Government Keeping Doctors From Doctoring Across Dotted Map Lines
There's protectionism here, and it isn't about protecting patients. A doctor licensed in New Jersey does not become incompetent to provide care without a California license.
The U.S. is experiencing a serious shortage of primary-care physicians, heightened by the COVID-19 crisis -- and getting worse thanks to state policies to protect doctors within the state from competition.
Jacob James Rich writes at Governing.com:
Until recently, doctors were unilaterally barred from practicing in states where they had not been licensed. They couldn't even provide telemedicine support to patients beyond their state borders. These laws were defended on the grounds that they promote safety, but as with most professional licensing laws, the real motivation was, at least in part, money. Medical boards have used licensing regimes to rake in over $100 million annually in certification and testing fees from aspiring doctors.When the COVID-19 crisis hit the U.S. health-care system last year, the limitations of state licensing quickly became apparent. Hospitals in regions with high COVID-19 case numbers were in desperate need of more physicians, and the temporary relaxation of cross-state licensing restrictions enabled hard-hit hospitals to staff up quickly to better cope with surges in COVID cases. As a result of this successful experiment born of crisis, even the AMA is now beginning to support the idea of universal licensing within the United States.
One state is pointing the way to more sensible licensing regimes. Utah has not only permanently opened its doors to doctors from other states but also implemented policies to speed up their licensing processes. In fact, Utah has been at the forefront of medical access for years, even allowing doctors licensed in Canada to practice within its borders since 2014.
And the state has continued to build on these sensible policies: Anticipating the COVID-19 hospitalization surge in late March 2020, Gov. Gary Herbert signed legislation to streamline licensing in nearly all non-medical fields. That freed up resources for Utah's Division of Occupational and Professional Licensing to focus on approving new doctors who wanted to work in the state, and division staff were able to approve 22 percent more doctors in 2020 compared to 2019. It's likely that these additional doctors are contributing to Utah's low COVID-19 death rate, currently the nation's sixth-lowest.
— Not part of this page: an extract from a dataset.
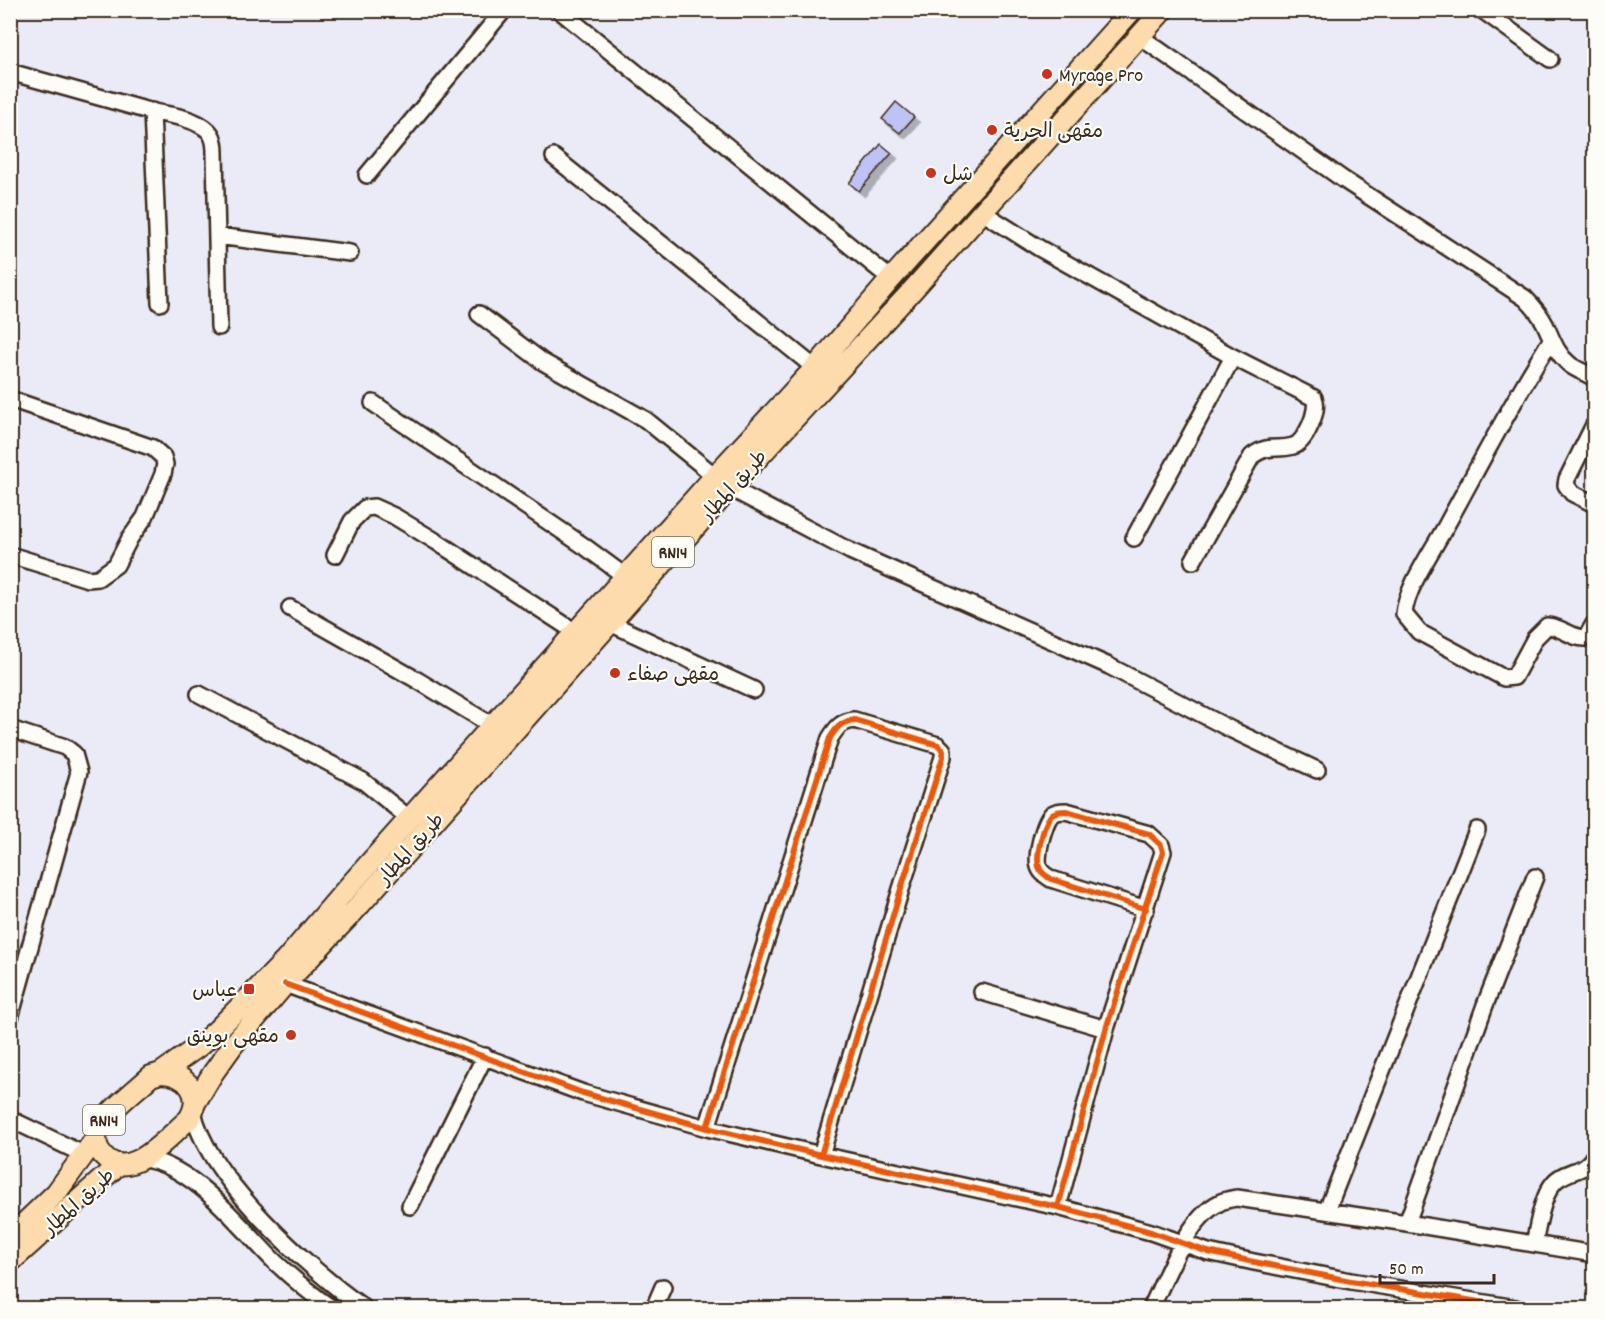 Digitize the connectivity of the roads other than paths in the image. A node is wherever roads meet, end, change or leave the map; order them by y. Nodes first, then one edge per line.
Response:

Technically, Utah is willing to license doctors certified in any country, but the state gives preferential treatment to Canadian-certified doctors because that country's licensing requirements are so similar to those in the United States. Non-Canadian foreign doctors still must complete two years of Utah medical residency before they can practice in the state. Many other states require Canadian doctors to complete this two-year residency as well, but Utah's policy has allowed a number of Canadian doctors to treat COVID-19 patients in the state immediately.
...States with immediate physician needs amid the pandemic, and those expecting to see doctor shortages in the coming years, should follow Utah's lead. It's never been more important to allow doctors to practice where they are most needed.
Honestly, there should be some sort of international doctor certification that you should be able to take and work in all the countries it recognizes.
If countries then want to be protectionist they can use labor laws.
But it's ridiculous that first-world country doctors can't work in other countries, let alone STATES!!!!
NicoleK at February 27, 2021 7:54 AM
I don't know about that NicoleK. I actually have no issue with the current state based certification system here in the US. You have to remember that US states are geographically about the same size as European nations. And have a similar historical context to them too.
Also Amy's complaint doesn't appear to be reasonable. We don't have a surplus of doctors in one state and a lack in another. We have a national lack of doctors caused by national level regulations. Reducing barriers for doctors to move from one state to another doesn't look like it would do anything. After talking to some doctors on just this issue a few months ago most had more issues moving from facility to facility than they did moving between states. Gynos can't deliver babies at any hospital you chose. They have to be certified by the hospital to work there. And they often have to be recertified every single year. Which also involves fees and other hassles for each hospital. Being certified by the state is only the bare minimum.
Ben at February 27, 2021 7:59 PM
Medicine in the US does have serious problems. difficulty moving from state to state strikes me as being low on the list. Of course I don't know how big an ordeal they get put through if they want to move.
The intersection between law and medicine is a more serious source of trouble. There are entire fields, such as obstetrics, where new people just won't enter the field, not because they don't like it, but because the odds of getting sued down to a smoking hole in the ground are just too high.
Ken McE at February 28, 2021 9:00 AM
Depends upon who's doing the moving.
Moving doctors from state to state should be lower on the priority list, although it should probably be easier than it is today. I would wager that the requirements for being a licensed a doctor in most states are fairly similar.
Moving patients and insurance coverage should be a higher priority. If I relocate to another state, even with the same employer, I will have to get new coverage, likely from a new provider. Health insurance and coverage policies need to be portable across employers and states. Consumers would benefit from cross-state competition among insurance companies.